Wet York, by Kay Dower
Kay Dower, painting
KAY is the resident
artist at Corner Gallery, which she first ran in Scarcroft Road for 18 months and
now operates from her home.
“Having more space allows me to showcase more art to more people in the context of a relaxed, contemporary home, and of course there’s the excuse to make more of a party out of it,” she reasons. “I’m all for a casual approach to art with a dollop of fun and fizz thrown in for good measure.”
Kay Dower in her studio
Starting out as an “unserious, serious artist”,
she now paints with lashings of acrylics, using a
palette knife to give her paintings a sense of freedom and texture. Subjects
range from everyday ‘still life’ objects, whether pears or Prosecco, gerberas or
gin bottles, to quirky scenes of York.
Among these are classic
York buildings and corners of York, depicted from fresh angles, such as York Racecourse
and Bishopthorpe Road. “These are artworks that don’t want to hide
behind glass,” she says.
YORK retro book-art photographer Claire likes to encourage people to think about their favourite books in a different way when she brings vintage book covers and iconic characters to life through the lens
“I’ve always
had an interest in photography and creating pop-up books,” says Claire, whose primary influence was American photographer
Thomas Allen, who would cut characters out of pulp-fiction books and then
photograph them.
“I loved this concept so much, I started doing my own versions.
His were a bit sexy and I wanted mine to be cleaner.”
Inspired by
vintage fictional books, Claire uses
paper-cutting techniques to partially free the characters from the book, before
dramatically lighting and staging the shot to give the impression of the figure
coming to life from the pages, creating a 3D, retro-cool image.
Claire Morris pictured when she exhibited at Pocklington Arts Centre
Claire divides her time between working in the health sector and scouring charity shops and second-hand book sales, sourcing images and materials for her next art piece.
“I find inspiration from the characters on the front of the books.

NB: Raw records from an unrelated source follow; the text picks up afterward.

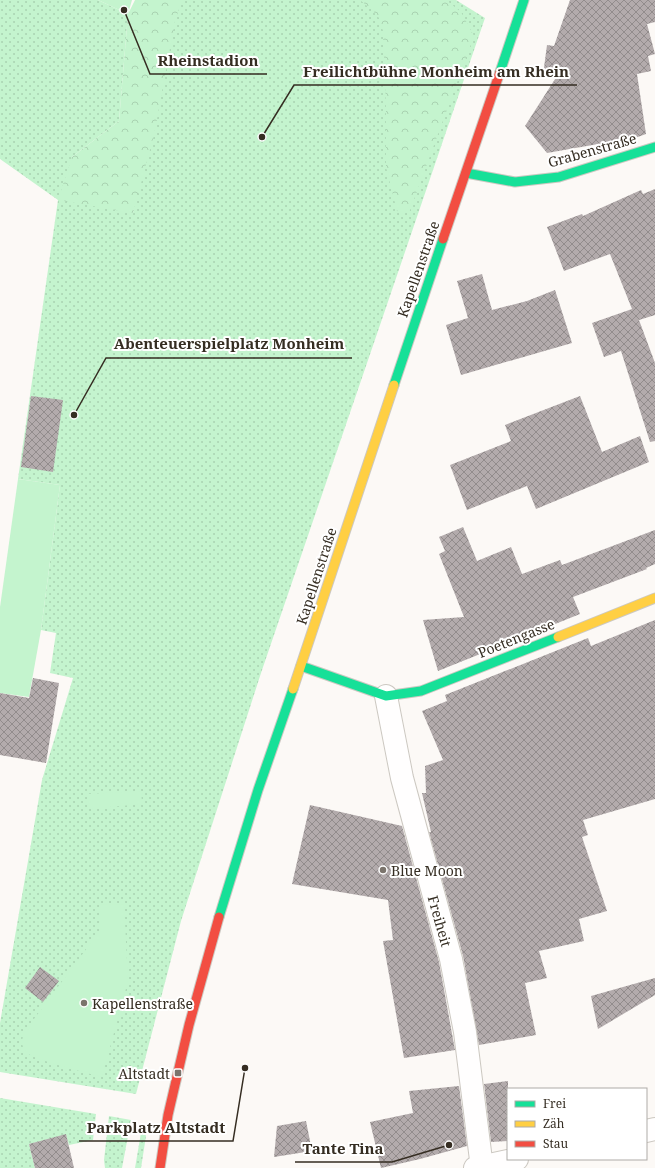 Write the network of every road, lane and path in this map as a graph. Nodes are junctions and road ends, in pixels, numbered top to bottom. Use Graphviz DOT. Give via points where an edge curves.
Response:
graph roads {
  1 [pos="524,0"];
  2 [pos="655,147"];
  3 [pos="466,173"];
  4 [pos="655,598"];
  5 [pos="301,666"];
  6 [pos="386,696"];
  7 [pos="513,1160"];
  8 [pos="160,1168"];
  9 [pos="480,1168"];
  1 -- 3 [label="street, Kapellenstraße"];
  2 -- 3 [label="street, Grabenstraße" via="559,177 515,182"];
  3 -- 5 [label="street, Kapellenstraße"];
  4 -- 6 [label="street, Poetengasse" via="421,691"];
  5 -- 6 [label="street"];
  5 -- 8 [label="street, Kapellenstraße" via="228,886 189,1025 168,1115"];
  6 -- 9 [label="street, Freiheit" via="402,778 451,959 465,1032"];
  7 -- 9 [label="street"];
}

There’s something so iconic about book covers from the 1950s,” she says. “I like to highlight the emotions that the characters are showing and telling their story by placing them into a new situation.”
As well as
being a permanently featured artist at Kay Dower’s Corner Gallery, Claire has
exhibited this year at Pig & Pastry, Bishopthorpe Road, The
Gallery, Malton, and Pocklington Arts Centre. Take a look at clairemorris.photography.
Answering Light, by Emma Whitelock
Emma Whitelock, painting
DEPICTING evocative land and
seascapes in an expressive style, Emma’s work often incorporates a lone female
figure as a tiny abstract symbol.
Seeking to portray an emotional
connection to land and sea, how the outer world can reflect the inner, the expansiveness of nature acts as a foil to human concerns with
memory and solitude.
Her inspiration varies from the dramatic Yorkshire moors and coast, to the exceptional light and vibrancy of Cornish summers.

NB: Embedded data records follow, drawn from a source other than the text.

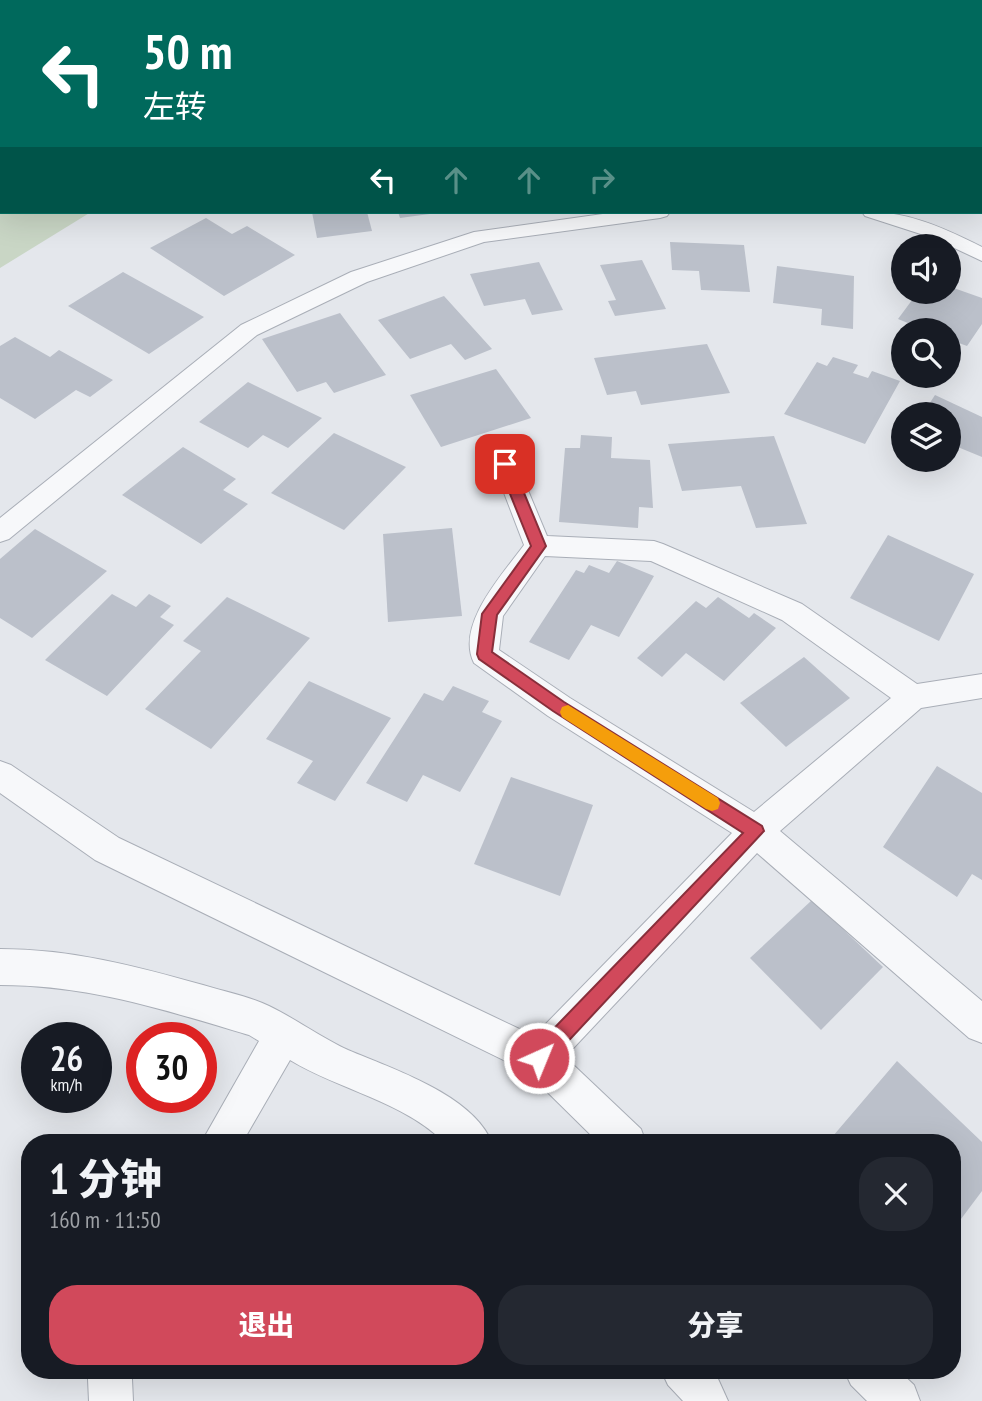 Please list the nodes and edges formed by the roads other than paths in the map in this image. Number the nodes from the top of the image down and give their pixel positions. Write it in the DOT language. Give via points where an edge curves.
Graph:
graph roads {
  1 [pos="645,214"];
  2 [pos="878,214"];
  3 [pos="982,255"];
  4 [pos="505,464"];
  5 [pos="0,531"];
  6 [pos="538,546"];
  7 [pos="982,686"];
  8 [pos="913,697"];
  9 [pos="0,775"];
  10 [pos="756,831"];
  11 [pos="0,967"];
  12 [pos="982,1025"];
  13 [pos="283,1036"];
  14 [pos="539,1058"];
  15 [pos="225,1134"];
  16 [pos="464,1134"];
  17 [pos="618,1134"];
  18 [pos="110,1379"];
  19 [pos="693,1379"];
  20 [pos="875,1379"];
  21 [pos="111,1401"];
  22 [pos="706,1401"];
  23 [pos="898,1401"];
  1 -- 5 [label="street" via="481,236 359,277 261,324"];
  2 -- 3 [label="street" via="940,234"];
  4 -- 6 [label="street"];
  6 -- 8 [label="street" via="654,551 792,612"];
  6 -- 10 [label="street" via="489,614 484,654 559,707"];
  7 -- 8 [label="street"];
  8 -- 10 [label="street"];
  9 -- 14 [label="street" via="107,849"];
  10 -- 12 [label="street"];
  10 -- 14 [label="street"];
  11 -- 13 [label="street" via="37,967 120,979 257,1019"];
  13 -- 15 [label="street"];
  13 -- 16 [label="street" via="445,1116"];
  14 -- 17 [label="street"];
  18 -- 21 [label="street"];
  19 -- 22 [label="street"];
  20 -- 23 [label="street"];
}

Emma Whitelock: Depicting land and seascapes
“Using acrylic with
mixed media, I build layers that evolve intuitively to create textured,
semi-abstract works, where I aim to transport the viewer to wild places,” says
Emma.
Her use of colour is both dramatic and ethereal, often giving the
works the feeling of being poised on the borderline between day and night. “They
are charged moments, filled with remembrances past and possibilities for
the future,” she says.
One of Emma’s paintings, featuring a seagull, was used by York
Settlement Community Players for artwork for Helen Wilson’s production of Anton
Chekhov’s The Seagull at the York Theatre Royal Studio earlier this year. Head
to emmawhitelock.co.uk for more info.
Peter Donohoe: Exploring the relationship between two people
Peter Donohoe, sculpture
PETER’S sculptures explore
the relationship between two people, friends, lovers, real or imagined.
Having graduated from
Leeds College of Art in 1969 with an honours degree in sculpture, he worked in
mainstream theatre and the museum display industry as a prop maker and
commercial sculptor. This gave him a broad experience of both materials and
technique.
Peter Donohoe has developed an alternative approach to figurative sculpture
In 2005, he left full-time
employment to concentrate on his personal work and to develop an alternative
approach to figurative sculpture.
His sculptures are in
hand worked copper, patinated and mounted on stone. Visit his website at
peterdonohoe.co.uk.
Showgirl memoirs: Katy Owen, left, Etta Murfitt and Gareth Snook in Wise Children. Pictures: Steven Tanner
YORK Theatre Royal’s co-production of Angela Carter’s Wise
Children, made with Emma
Rice’s company Wise Children and The Old Vic, is now available to stream on BBC
iPlayer.
Adapted and directed by Rice, ever-innovative former artistic
director of Cornish company Kneehigh Theatre and Shakespeare’s Globe in London,
the show marked the debut of her new Bristol company.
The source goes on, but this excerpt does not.